Return verbatim the run of lines that opens with the line holding "I need the junctions" and closes with the last line of the records.

Input>
===
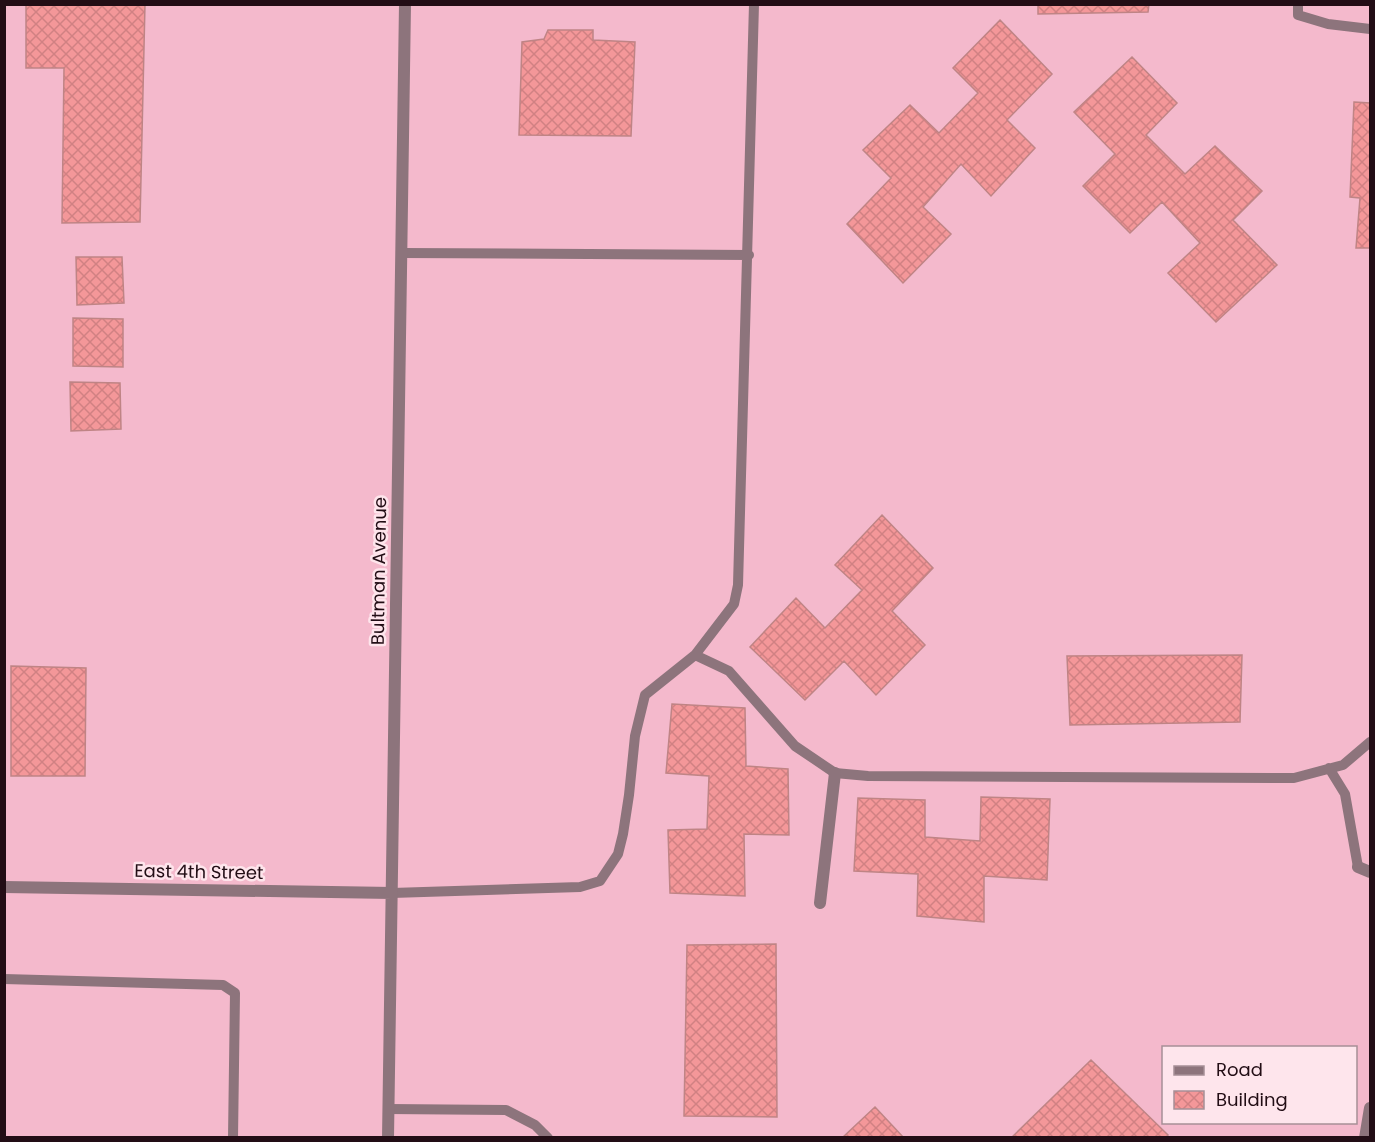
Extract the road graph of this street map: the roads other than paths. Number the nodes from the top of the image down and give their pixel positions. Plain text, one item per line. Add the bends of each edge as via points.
1 (405, 4) edge
2 (754, 4) edge
3 (1298, 4) edge
4 (1371, 29) edge
5 (402, 254) junction
6 (749, 255) junction
7 (695, 655) junction
8 (1371, 742) edge
9 (1329, 768) junction
10 (836, 773) junction
11 (1358, 867) joint
12 (1371, 872) edge
13 (4, 886) edge
14 (392, 893) junction
15 (820, 903) dead end
16 (4, 979) edge
17 (1371, 1108) edge
18 (388, 1109) junction
19 (233, 1137) edge
20 (388, 1137) edge
21 (548, 1137) edge
22 (1365, 1137) edge

1 - 5 street, Bultman Avenue
2 - 6 lane
3 - 4 lane via 1298,15 1328,24
5 - 6 lane
5 - 14 street, Bultman Avenue
6 - 7 lane via 738,585 734,604
7 - 10 lane via 729,671 795,746
7 - 14 lane via 645,695 635,736 621,844 600,881 580,887
8 - 9 lane via 1342,765
9 - 10 lane via 1294,778
9 - 11 lane via 1344,794
10 - 15 street
11 - 12 street
13 - 14 street, East 4th Street
14 - 18 street, Bultman Avenue
16 - 19 lane via 223,985 235,993
17 - 22 street
18 - 20 street, Bultman Avenue
18 - 21 lane via 506,1110 535,1125

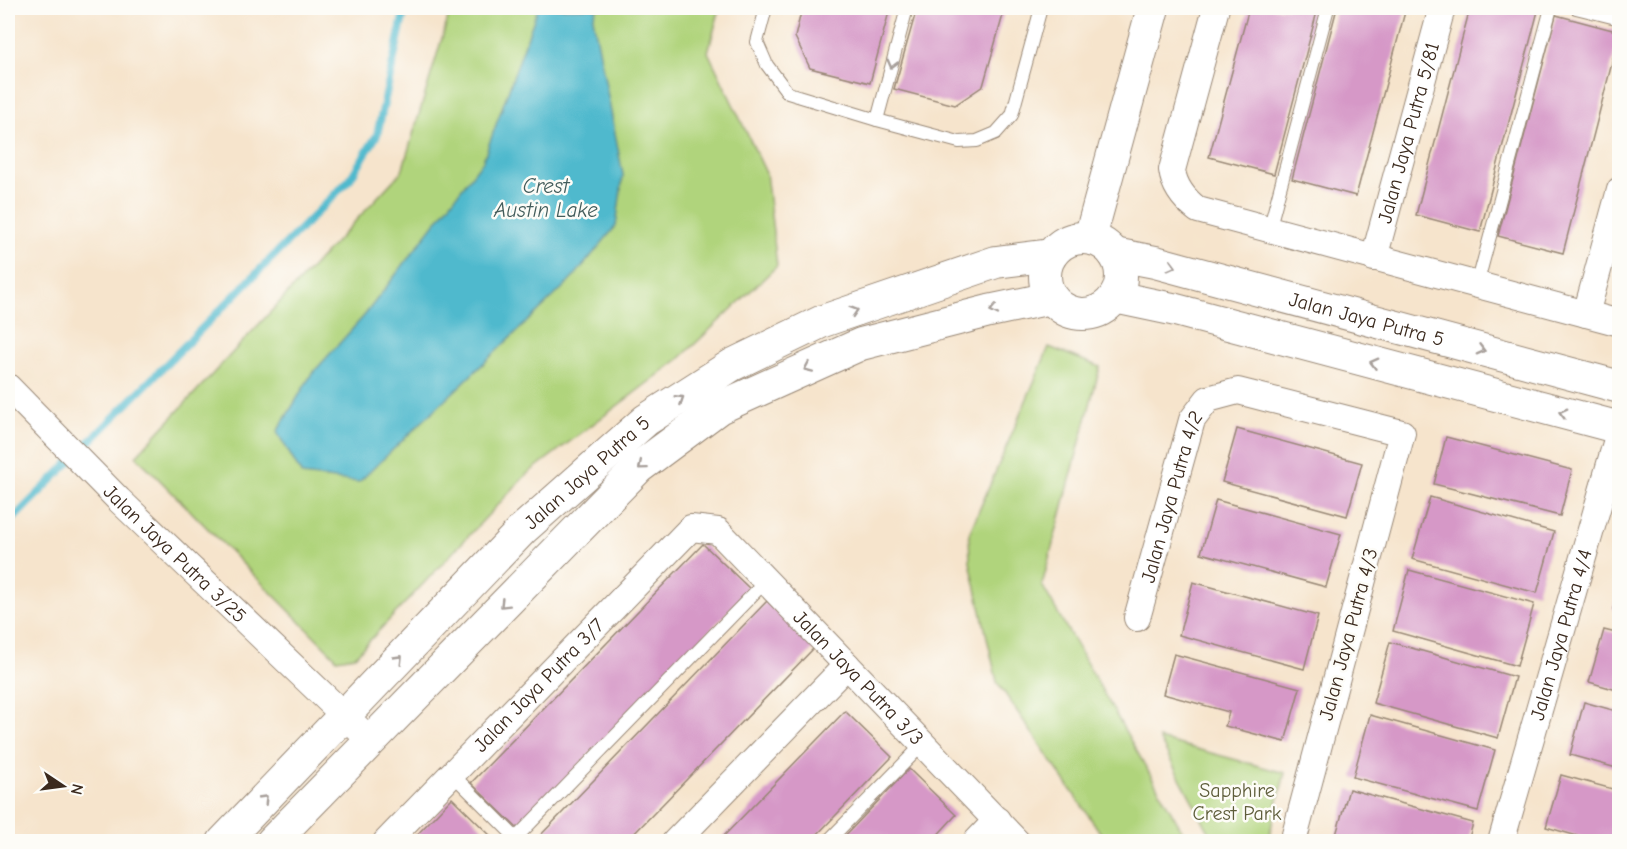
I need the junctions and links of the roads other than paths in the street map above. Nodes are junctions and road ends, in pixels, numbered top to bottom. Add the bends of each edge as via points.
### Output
===
Response to the exercise>
I need the junctions and links of the roads other than paths in the street map above. Nodes are junctions and road ends, in pixels, numbered top to bottom. Add the bends of each edge as via points.
### Output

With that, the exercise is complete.